Saved data entries:
____________

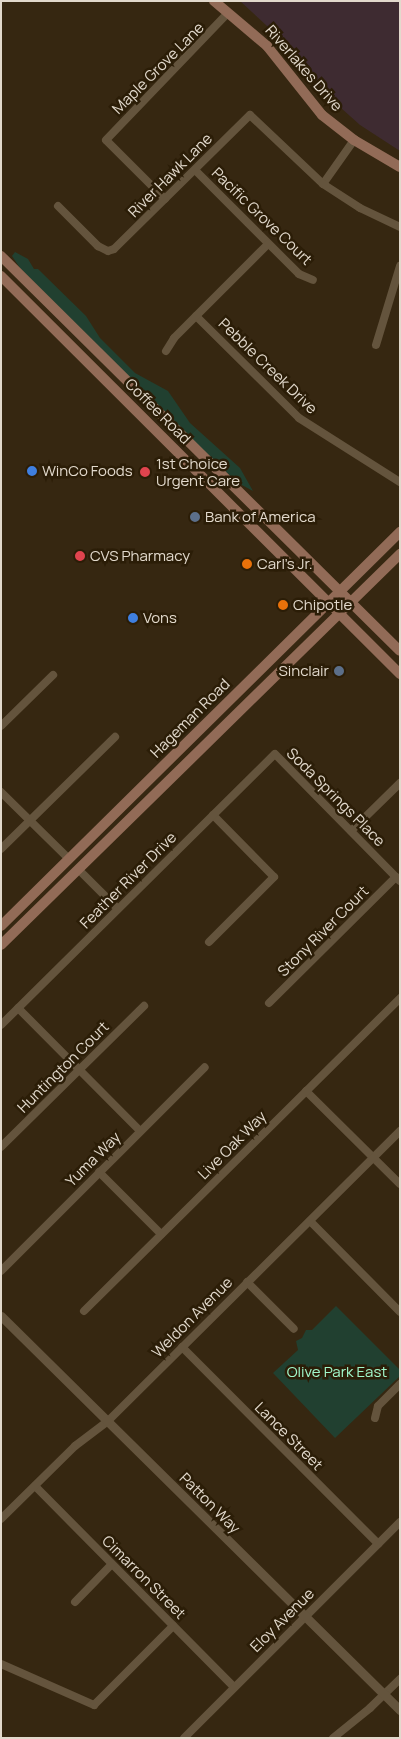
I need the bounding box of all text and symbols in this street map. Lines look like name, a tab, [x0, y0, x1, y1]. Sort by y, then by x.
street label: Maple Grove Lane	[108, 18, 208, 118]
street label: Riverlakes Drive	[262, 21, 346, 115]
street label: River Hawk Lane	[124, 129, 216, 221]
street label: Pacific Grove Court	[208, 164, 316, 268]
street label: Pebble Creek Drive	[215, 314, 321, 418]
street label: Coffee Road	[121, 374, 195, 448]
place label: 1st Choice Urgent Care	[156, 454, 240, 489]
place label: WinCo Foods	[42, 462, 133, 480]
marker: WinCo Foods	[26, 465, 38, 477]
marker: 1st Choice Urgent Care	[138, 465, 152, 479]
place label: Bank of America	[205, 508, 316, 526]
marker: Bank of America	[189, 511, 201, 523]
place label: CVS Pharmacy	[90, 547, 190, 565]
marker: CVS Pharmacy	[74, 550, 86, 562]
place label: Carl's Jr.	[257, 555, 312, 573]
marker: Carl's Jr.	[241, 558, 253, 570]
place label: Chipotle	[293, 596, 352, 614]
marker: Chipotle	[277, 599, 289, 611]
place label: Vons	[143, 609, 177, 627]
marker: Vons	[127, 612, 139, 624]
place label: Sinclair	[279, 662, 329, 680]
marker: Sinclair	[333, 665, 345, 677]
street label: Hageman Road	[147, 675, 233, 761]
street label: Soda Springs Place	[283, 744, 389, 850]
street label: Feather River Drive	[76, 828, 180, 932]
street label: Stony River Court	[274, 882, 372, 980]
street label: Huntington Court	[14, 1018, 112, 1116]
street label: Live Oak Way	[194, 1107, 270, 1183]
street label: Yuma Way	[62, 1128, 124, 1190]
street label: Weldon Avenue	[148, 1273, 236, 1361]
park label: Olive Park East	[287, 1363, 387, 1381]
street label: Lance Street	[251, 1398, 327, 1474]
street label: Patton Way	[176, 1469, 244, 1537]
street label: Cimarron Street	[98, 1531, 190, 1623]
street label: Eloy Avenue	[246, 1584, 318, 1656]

____________

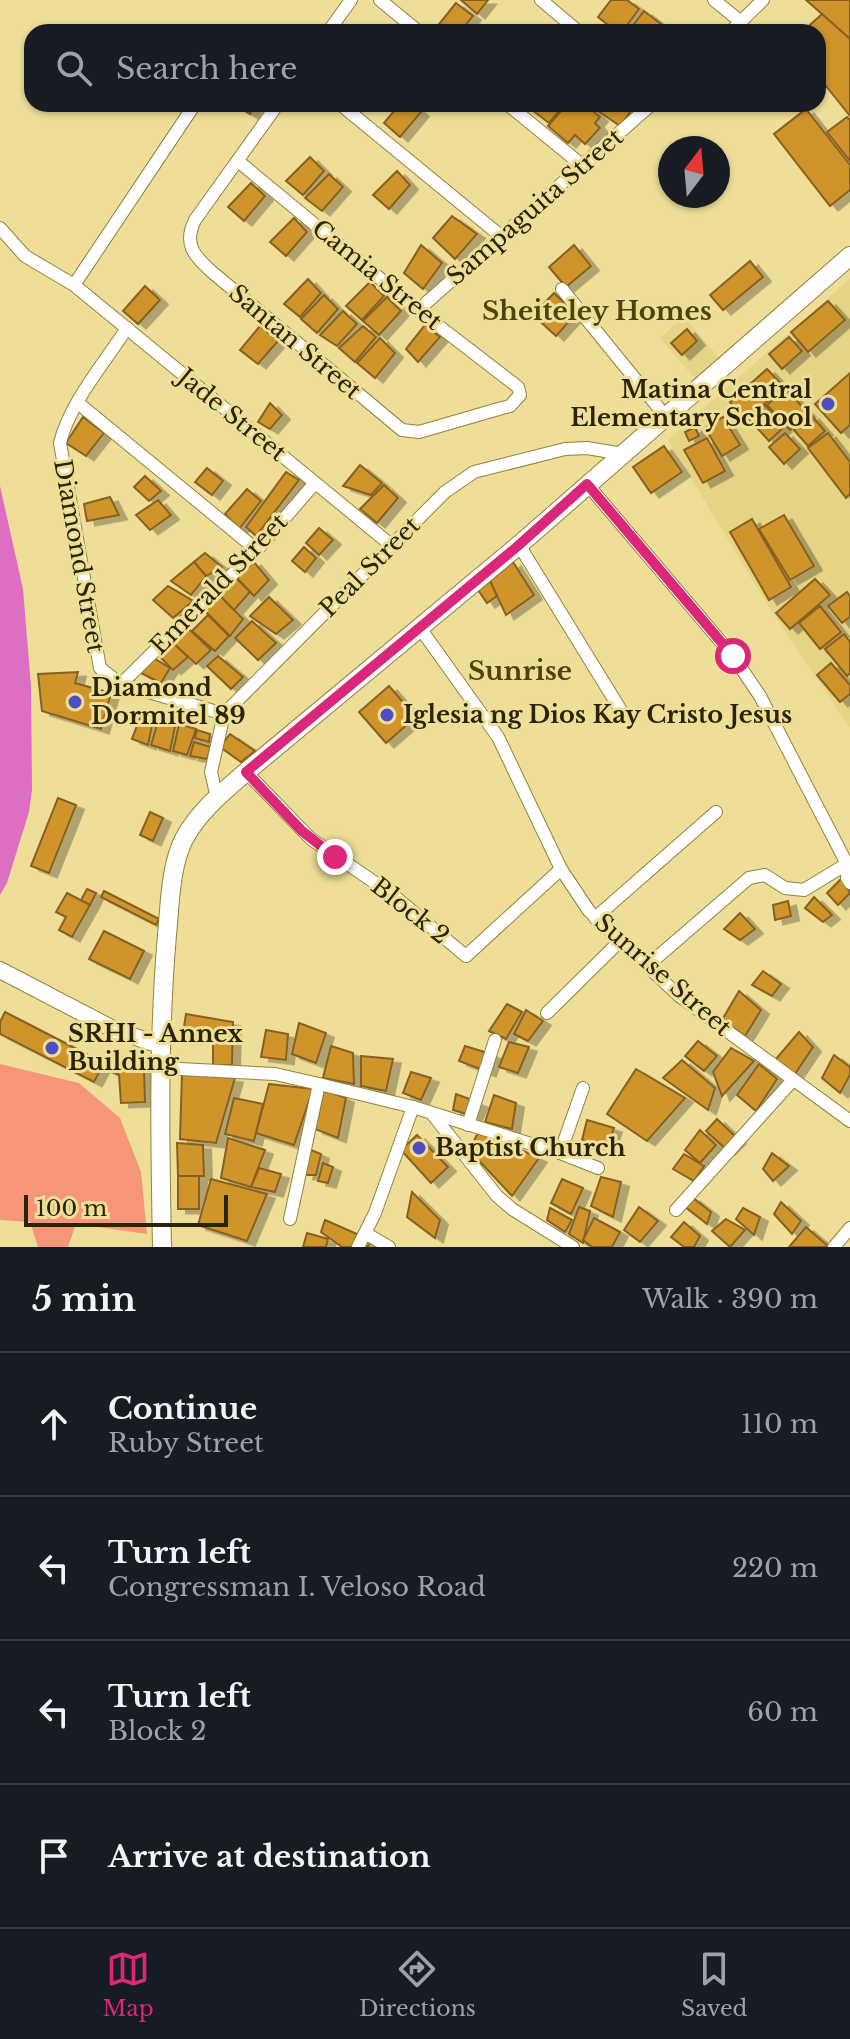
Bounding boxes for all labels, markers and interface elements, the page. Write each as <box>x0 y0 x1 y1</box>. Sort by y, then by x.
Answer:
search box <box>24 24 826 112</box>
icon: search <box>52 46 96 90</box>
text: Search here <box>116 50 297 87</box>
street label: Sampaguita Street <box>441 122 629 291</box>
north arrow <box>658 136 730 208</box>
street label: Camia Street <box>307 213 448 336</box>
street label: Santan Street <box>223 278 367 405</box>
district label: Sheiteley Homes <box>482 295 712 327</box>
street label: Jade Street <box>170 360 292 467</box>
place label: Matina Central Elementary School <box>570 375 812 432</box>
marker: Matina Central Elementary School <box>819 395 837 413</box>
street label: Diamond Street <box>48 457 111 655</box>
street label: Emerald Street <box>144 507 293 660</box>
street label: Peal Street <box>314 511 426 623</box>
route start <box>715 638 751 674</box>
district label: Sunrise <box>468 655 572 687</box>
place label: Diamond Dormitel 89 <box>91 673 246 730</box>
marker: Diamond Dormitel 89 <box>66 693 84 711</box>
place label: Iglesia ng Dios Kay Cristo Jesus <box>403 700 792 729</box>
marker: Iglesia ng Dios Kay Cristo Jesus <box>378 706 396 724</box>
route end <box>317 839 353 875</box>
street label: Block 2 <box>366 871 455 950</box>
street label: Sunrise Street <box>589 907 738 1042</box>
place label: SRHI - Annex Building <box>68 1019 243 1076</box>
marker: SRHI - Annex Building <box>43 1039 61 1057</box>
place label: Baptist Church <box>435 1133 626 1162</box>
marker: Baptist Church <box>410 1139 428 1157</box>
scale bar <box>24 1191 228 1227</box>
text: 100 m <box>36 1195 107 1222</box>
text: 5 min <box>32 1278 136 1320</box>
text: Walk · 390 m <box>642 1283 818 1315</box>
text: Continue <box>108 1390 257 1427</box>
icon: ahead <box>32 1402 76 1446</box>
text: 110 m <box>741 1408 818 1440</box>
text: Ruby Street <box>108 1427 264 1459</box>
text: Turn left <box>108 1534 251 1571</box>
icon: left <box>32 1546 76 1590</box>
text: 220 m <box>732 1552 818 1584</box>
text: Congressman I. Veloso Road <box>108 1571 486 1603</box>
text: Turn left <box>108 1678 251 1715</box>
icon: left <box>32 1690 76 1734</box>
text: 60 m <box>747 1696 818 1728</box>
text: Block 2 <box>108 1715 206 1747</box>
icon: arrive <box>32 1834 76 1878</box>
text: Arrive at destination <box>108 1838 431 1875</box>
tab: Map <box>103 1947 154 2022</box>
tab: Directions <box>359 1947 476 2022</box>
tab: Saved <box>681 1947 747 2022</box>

____________

Work instruction ▸
The result should be every line that contains "Jesus", copied from the entries.

Written solution ▸
place label: Iglesia ng Dios Kay Cristo Jesus <box>403 700 792 729</box>
marker: Iglesia ng Dios Kay Cristo Jesus <box>378 706 396 724</box>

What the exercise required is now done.